Lascio la tazza vuota nel lavandino, vado a prendere una coperta in cui avvolgermi e poi mi sistemo sul divano, davanti alla televisione; su di essa proietto dei video da Youtube dei concerti di Chi-hoon.

Non ho nulla da fare, perciò li guardo fino all'ora di pranzo. Se il mio stomaco non brontolasse, andrei avanti per ore. E come non farlo? La sua voce è bellissima anche dal vivo e vederlo ballare è un'esperienza magica.

Tuttavia il mio corpo esige di essere sfamato almeno il minimo indispensabile e io obbedisco alle sue richieste. Mangio un panino svogliatamente: è insipido, mi sembra di masticare gomma.

Dopo 'pranzo' mi costringo ad uscire. Quasi dimentico di non poter uscire in pigiama; mi infilo gli stessi vestiti sciupati che indosso da giorni ed esco.

Vagabondo per le strade semi-deserte con le cuffiette nelle orecchie. I miei occhi cercano lui nel volto di ogni passante.

Se lo incontrassi... se ne andrebbe? Mi tirerebbe un ceffone? Fingerebbe di non conoscermi? E io cosa gli direi?

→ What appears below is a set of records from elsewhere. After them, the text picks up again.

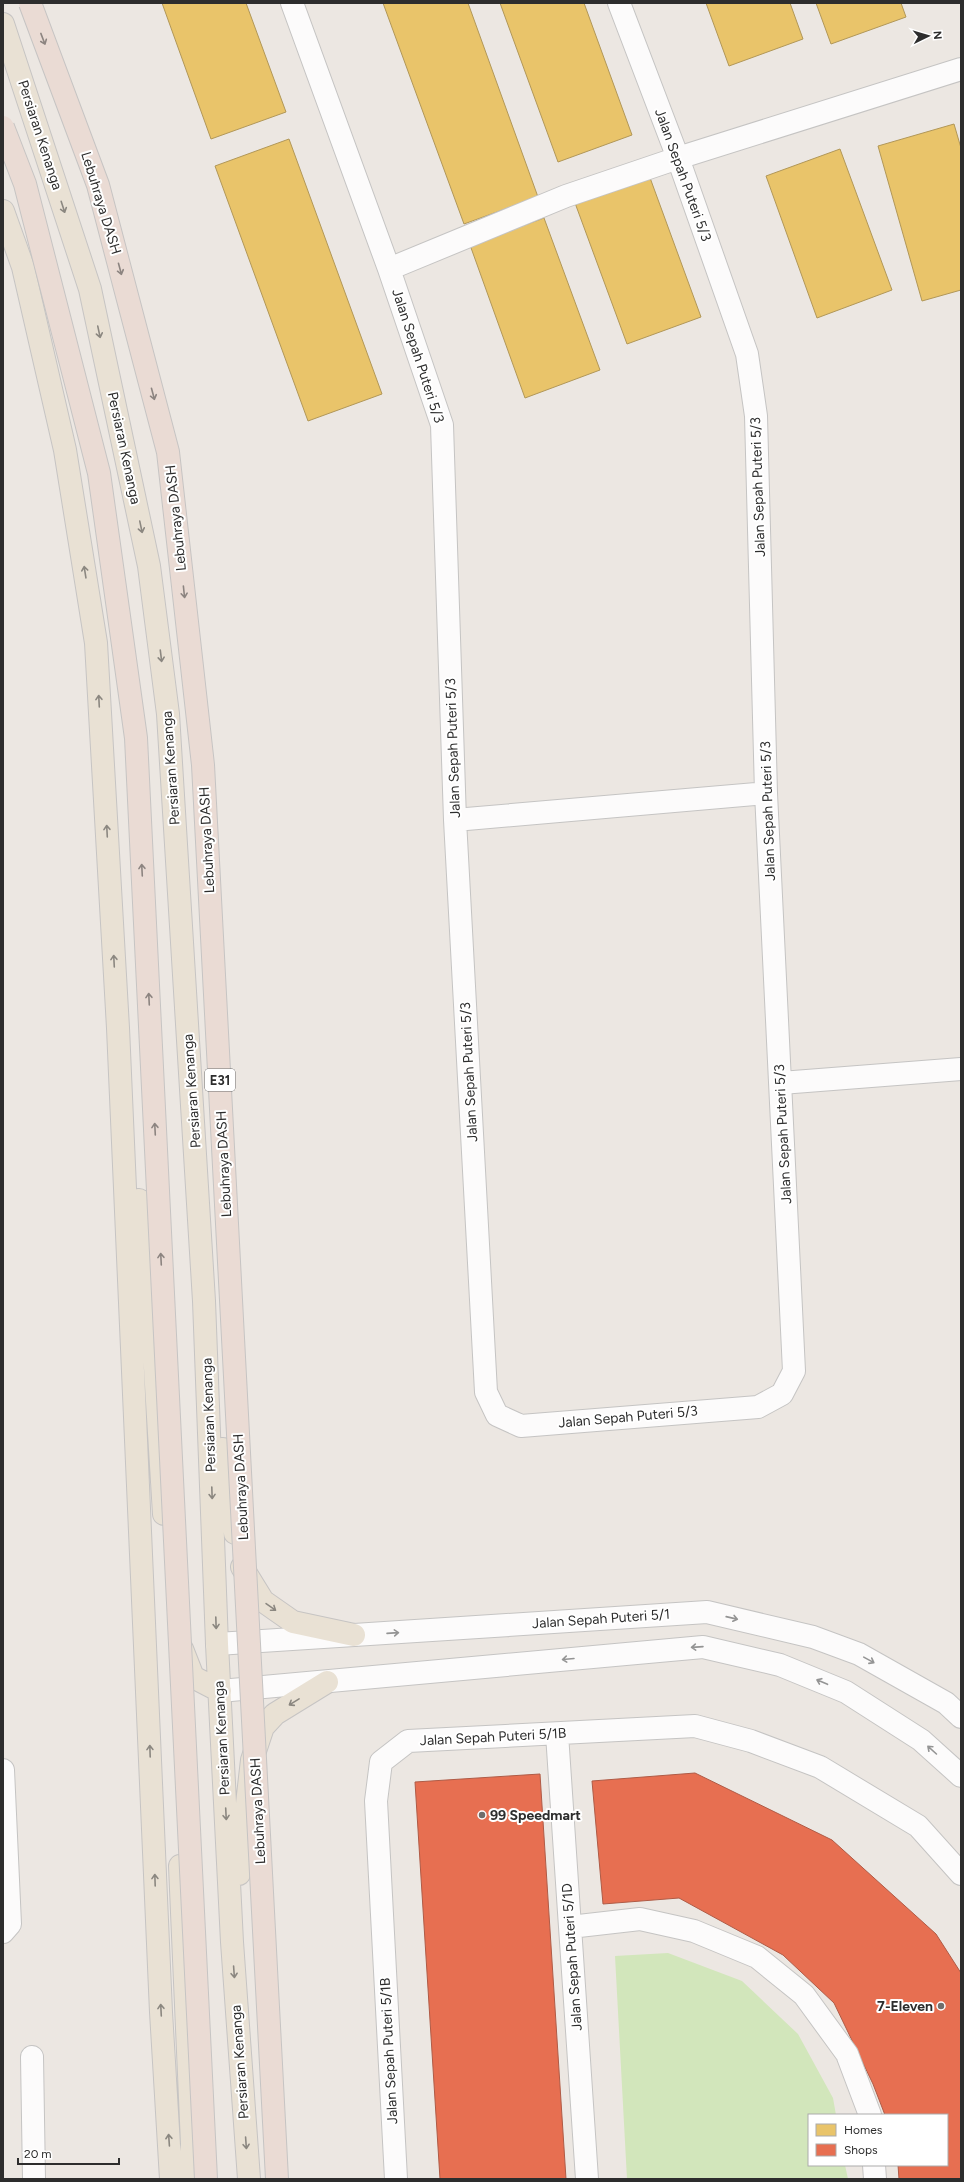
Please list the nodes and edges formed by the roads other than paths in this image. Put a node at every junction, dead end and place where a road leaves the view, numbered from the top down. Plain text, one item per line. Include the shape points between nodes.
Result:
1 (30, 3) edge
2 (292, 3) edge
3 (619, 3) edge
4 (3, 24) edge
5 (961, 69) edge
6 (3, 127) edge
7 (678, 158) junction
8 (3, 211) edge
9 (3, 237) edge
10 (23, 267) junction
11 (389, 269) junction
12 (766, 793) junction
13 (456, 820) junction
14 (118, 1028) junction
15 (961, 1069) edge
16 (781, 1083) junction
17 (204, 1301) junction
18 (354, 1635) junction
19 (217, 1644) junction
20 (193, 1677) junction
21 (327, 1682) junction
22 (220, 1691) junction
23 (961, 1717) edge
24 (557, 1734) junction
25 (3, 1770) edge
26 (961, 1776) edge
27 (961, 1874) edge
28 (570, 1927) junction
29 (3, 1932) edge
30 (232, 1942) junction
31 (32, 2057) dead end
32 (870, 2114) edge
33 (874, 2166) edge
34 (34, 2179) edge
35 (172, 2179) edge
36 (188, 2179) edge
37 (206, 2179) edge
38 (248, 2179) edge
39 (277, 2179) edge
40 (396, 2179) edge
41 (587, 2179) edge
42 (875, 2179) edge

1 -> 39 highway, Lebuhraya DASH / E31, bridge via 98,184 168,452 203,765
2 - 11 street, Jalan Sepah Puteri 5/3
3 - 7 street, Jalan Sepah Puteri 5/3
4 -> 17 main road, Persiaran Kenanga via 90,289 149,566 168,714
5 - 7 street
37 -> 6 highway, bridge via 136,738 99,473 25,184
7 - 11 street via 566,196
7 - 12 street, Jalan Sepah Puteri 5/3 via 747,354 756,416
8 - 10 main road
9 - 10 street
14 -> 10 main road via 96,643 65,450
11 - 13 street, Jalan Sepah Puteri 5/3 via 442,425
12 - 13 street
12 - 16 street, Jalan Sepah Puteri 5/3
13 - 16 street, Jalan Sepah Puteri 5/3 via 486,1392 497,1415 521,1426 758,1407 782,1394 794,1371
14 - 20 main road via 151,1303 170,1600 178,1640
35 -> 14 main road via 160,2004
15 - 16 street
17 -> 18 main road via 240,1564 263,1601 293,1622
17 -> 19 main road, Persiaran Kenanga
18 - 19 street, Jalan Sepah Puteri 5/1
18 -> 23 street, Jalan Sepah Puteri 5/1 via 707,1612 813,1637 859,1654 946,1703
19 - 20 main road
19 - 22 main road, Persiaran Kenanga
20 - 22 main road
20 - 36 main road via 174,1726 192,2144
21 - 22 street
26 -> 21 street via 921,1740 846,1692 780,1665 703,1647
21 -> 30 main road via 275,1714 263,1727 252,1760
22 -> 30 main road, Persiaran Kenanga
24 - 27 street, Jalan Sepah Puteri 5/1B via 695,1726 751,1741 820,1766 918,1826
24 - 28 street, Jalan Sepah Puteri 5/1D
24 - 40 street, Jalan Sepah Puteri 5/1B via 408,1741 381,1762 376,1801
25 - 29 street via 10,1924
28 - 32 street via 640,1919 694,1931 758,1957 804,1995 847,2054
28 - 41 street, Jalan Sepah Puteri 5/1D
30 -> 38 main road, Persiaran Kenanga
31 - 34 street
33 - 42 street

Pur non sapendo nemmeno io dove sto andando, mi ritrovo davanti alla mia vecchia scuola. Entro. È deserta, come pensavo, perché gli studenti si staranno godendo il tempo libero in città o a casa, i più fortunati. Mio padre invece sarà nel suo ufficio, ma non ho voglia di vederlo.

Vado nella mia parte preferita del giardino. I ricordi m'investono, e sono ancora più dolorosi di quelli creati con Ryuu, forse perché sono più freschi.

Era tutto così perfetto, la prima volta che l'ho portato qui, e ora sono in questo patetico stato.

Ho voglia di piangere, e quasi prendo il cellulare e lo chiamo per implorarlo di tornare da me, non riesco a vivere senza di lui.

Ma non lo faccio. Cammino meccanicamente fino al primo albero che incontro, albero a cui qualcuno si sta appoggiando.

Mio padre.

Mi nota anche lui più o meno nello stesso istante.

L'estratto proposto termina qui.